La politique extérieure du Maroc s’imbrique ainsi dans une architecture complexe : sécuritaire avec l’Europe, économique avec l’Afrique, stratégique avec les États-Unis et certains pays asiatiques, et surtout fondée sur un modèle de coopération mutuellement bénéfique. La fameuse équation « gagnant-gagnant » brandie depuis plus d’une décennie trouve ici sa déclinaison opérationnelle.
Le pouvoir, une affaire de transmission et de formation
Lors de la cérémonie d’allégeance, le roi a présidé la remise des galons aux nouveaux officiers des forces armées. Cette année, la promotion a été baptisée du nom hautement symbolique du sultan Ahmed Al Mansour Ad-Dahbi. Un clin d’œil assumé à l’âge d’or de l’empire chérifien, au temps de l’expansion sahélienne et des alliances européennes.

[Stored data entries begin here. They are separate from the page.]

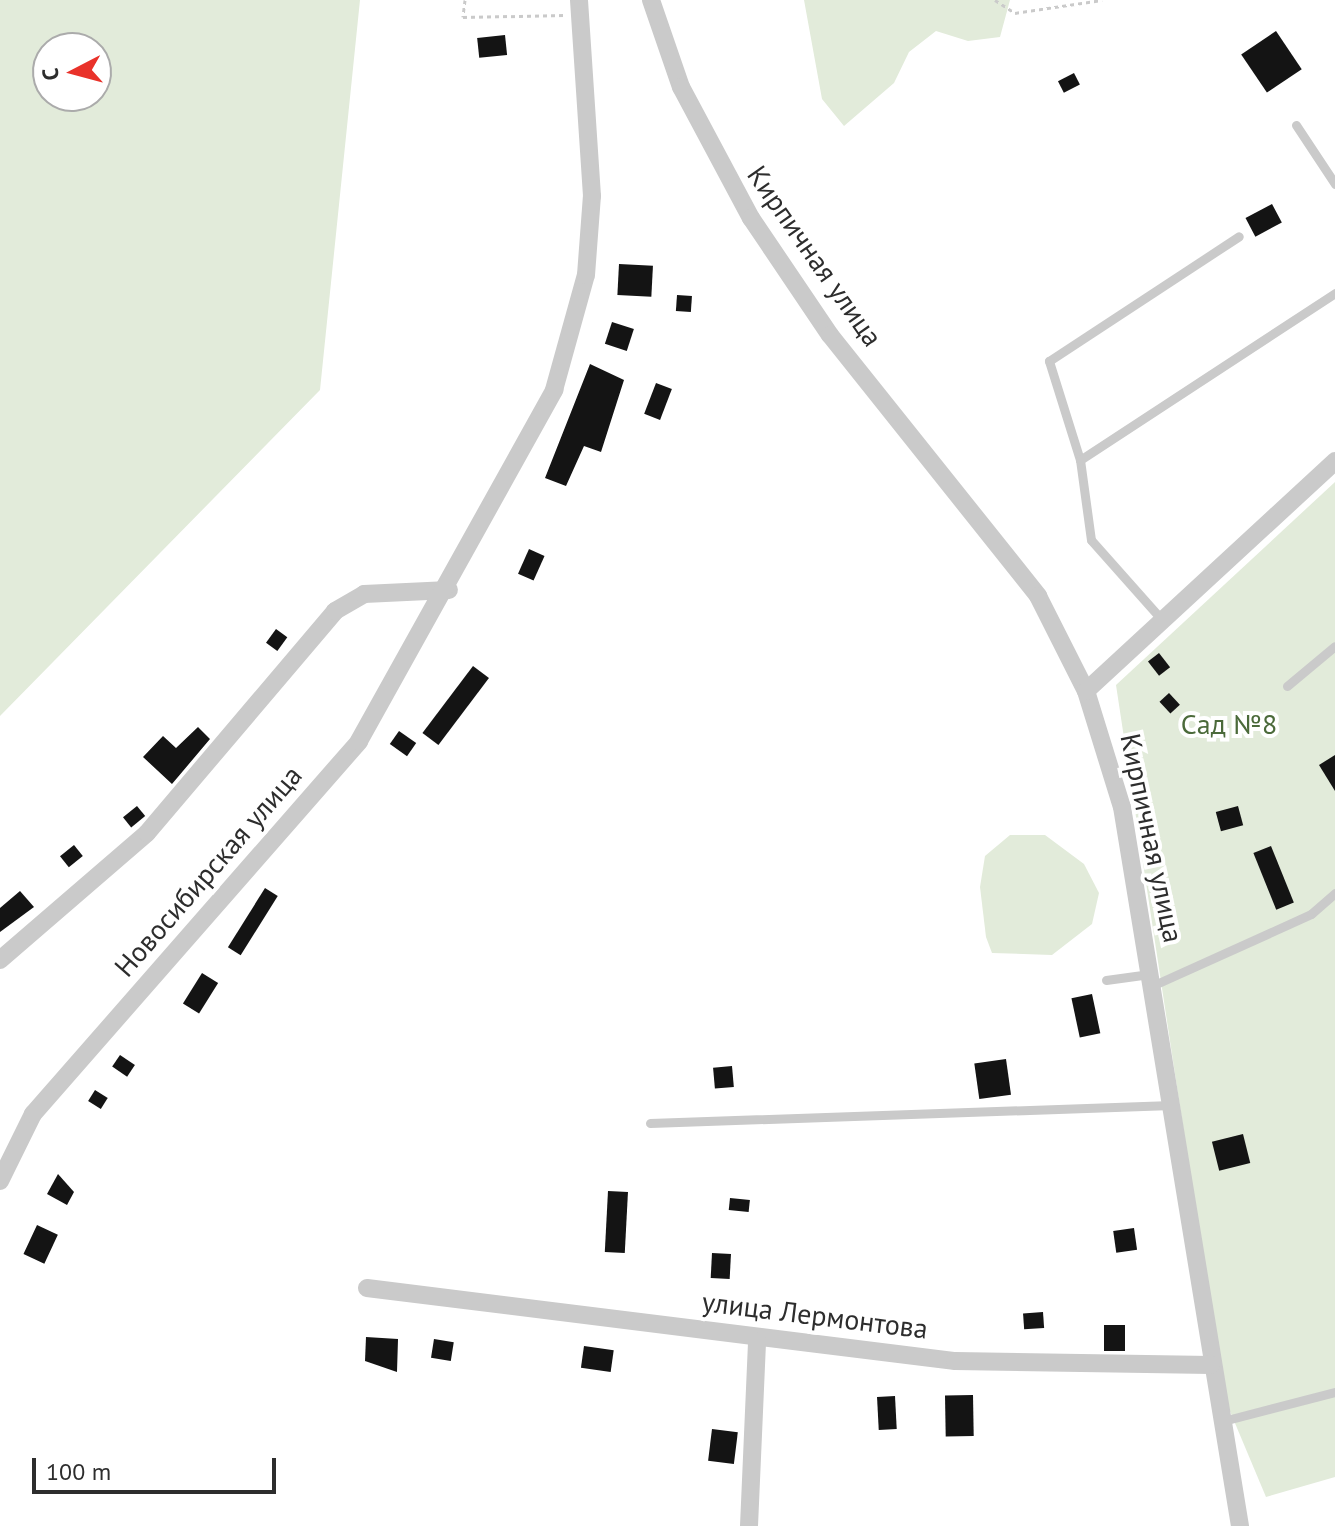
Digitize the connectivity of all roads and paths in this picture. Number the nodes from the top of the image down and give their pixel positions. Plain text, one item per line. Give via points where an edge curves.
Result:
1 (465, 0) edge
2 (579, 0) edge
3 (651, 0) edge
4 (995, 0) edge
5 (1102, 0) edge
6 (579, 21) junction
7 (1296, 125) dead end
8 (1335, 184) edge
9 (1239, 236) dead end
10 (1335, 293) edge
11 (1080, 460) junction
12 (1334, 464) edge
13 (449, 590) junction
14 (1163, 621) junction
15 (1335, 646) edge
16 (1287, 686) dead end
17 (1086, 691) junction
18 (1335, 893) edge
19 (0, 960) edge
20 (1106, 980) dead end
21 (1153, 980) junction
22 (1172, 1105) junction
23 (650, 1123) dead end
24 (0, 1181) edge
25 (367, 1288) dead end
26 (757, 1341) junction
27 (1211, 1365) junction
28 (1335, 1392) edge
29 (1220, 1422) junction
30 (749, 1526) edge
31 (1240, 1526) edge

1 - 6 path via 463,17 559,13
2 - 6 street, Новосибирская улица
3 - 17 street, Кирпичная улица via 681,87 751,218 830,335 1038,596
4 - 5 path via 1015,13
6 - 13 street, Новосибирская улица via 592,196 586,275 554,390
7 - 8 lane
9 - 11 lane via 1049,361
10 - 11 lane
11 - 14 lane via 1091,540
12 - 14 street
13 - 19 street via 364,594 335,611 158,821
13 - 24 street, Новосибирская улица via 359,741 33,1114
14 - 17 street
15 - 16 lane
17 - 21 street, Кирпичная улица via 1122,807
18 - 21 lane via 1311,914
20 - 21 lane
21 - 22 street, Кирпичная улица
22 - 23 lane
22 - 27 street, Кирпичная улица
25 - 26 street, улица Лермонтова via 581,1309
26 - 27 street, улица Лермонтова via 818,1340 1042,1368
26 - 30 street
27 - 29 street, Кирпичная улица
28 - 29 lane
29 - 31 street, Кирпичная улица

Parmi les jeunes gradés, une figure s’est démarquée : le prince héritier Moulay El Hassan, promu au rang de colonel-major. Une distinction militaire qui consacre un parcours de formation rigoureux, mais aussi la continuité institutionnelle d’un pouvoir monarchique modernisé, préparant la relève avec méthode et gravité.
L’État social, ou le second pilier de la souveraineté
Au-delà de la géopolitique, le roi a insisté sur la dimension sociale du projet monarchique : développement du monde rural, réforme de la santé, généralisation de la couverture sociale, et lutte contre la précarité. Ces engagements ne relèvent pas d’un agenda conjoncturel. Ils répondent à une exigence de long terme : transformer la souveraineté politique en souveraineté économique et sociale.
La monarchie entend ainsi relier la responsabilité à la redevabilité. Chaque réforme fait l’objet d’un suivi rigoureux. L’État ne se contente plus de légiférer : il évalue, corrige, et s’engage sur des résultats. Une méthode managériale assumée, qui impose discipline et efficience à l’ensemble des corps intermédiaires.
Gaza dans le cœur du Trône
Dans une touche humaniste, le roi Mohammed VI a rappelé que la solidarité n’est pas qu’un slogan diplomatique. Il a ordonné l’envoi d’une aide humanitaire d’urgence à Gaza, ravagée par une guerre dévastatrice. Le Maroc, fidèle à son rôle de président du Comité Al-Qods, continue de porter la voix de la justice pour la Palestine, en alliant diplomatie discrète et gestes concrets.
Vers une renaissance maghrébine ?
Enfin, le roi a esquissé un appel à la réactivation de l’Union du Maghreb Arabe, figée depuis des décennies. Le message est clair : les défis globaux appellent à une intégration régionale forte, qu’il s’agisse de résilience énergétique, de défense collective ou de mobilité des talents. Ce rêve d’un Maghreb uni, Mohammed VI ne l’abandonne pas – même si les vents sont contraires.
Une monarchie en mouvement
Le discours du 31 juillet n’est ni un manifeste idéologique ni un simple exercice de style monarchique. C’est un acte de gouvernance lucide, enraciné dans l’histoire mais résolument tourné vers l’avenir. Mohammed VI gouverne par la vision, par la stratégie, et par l’exemplarité. Un quart de siècle plus tard, la monarchie marocaine n’est pas une relique : elle est un moteur.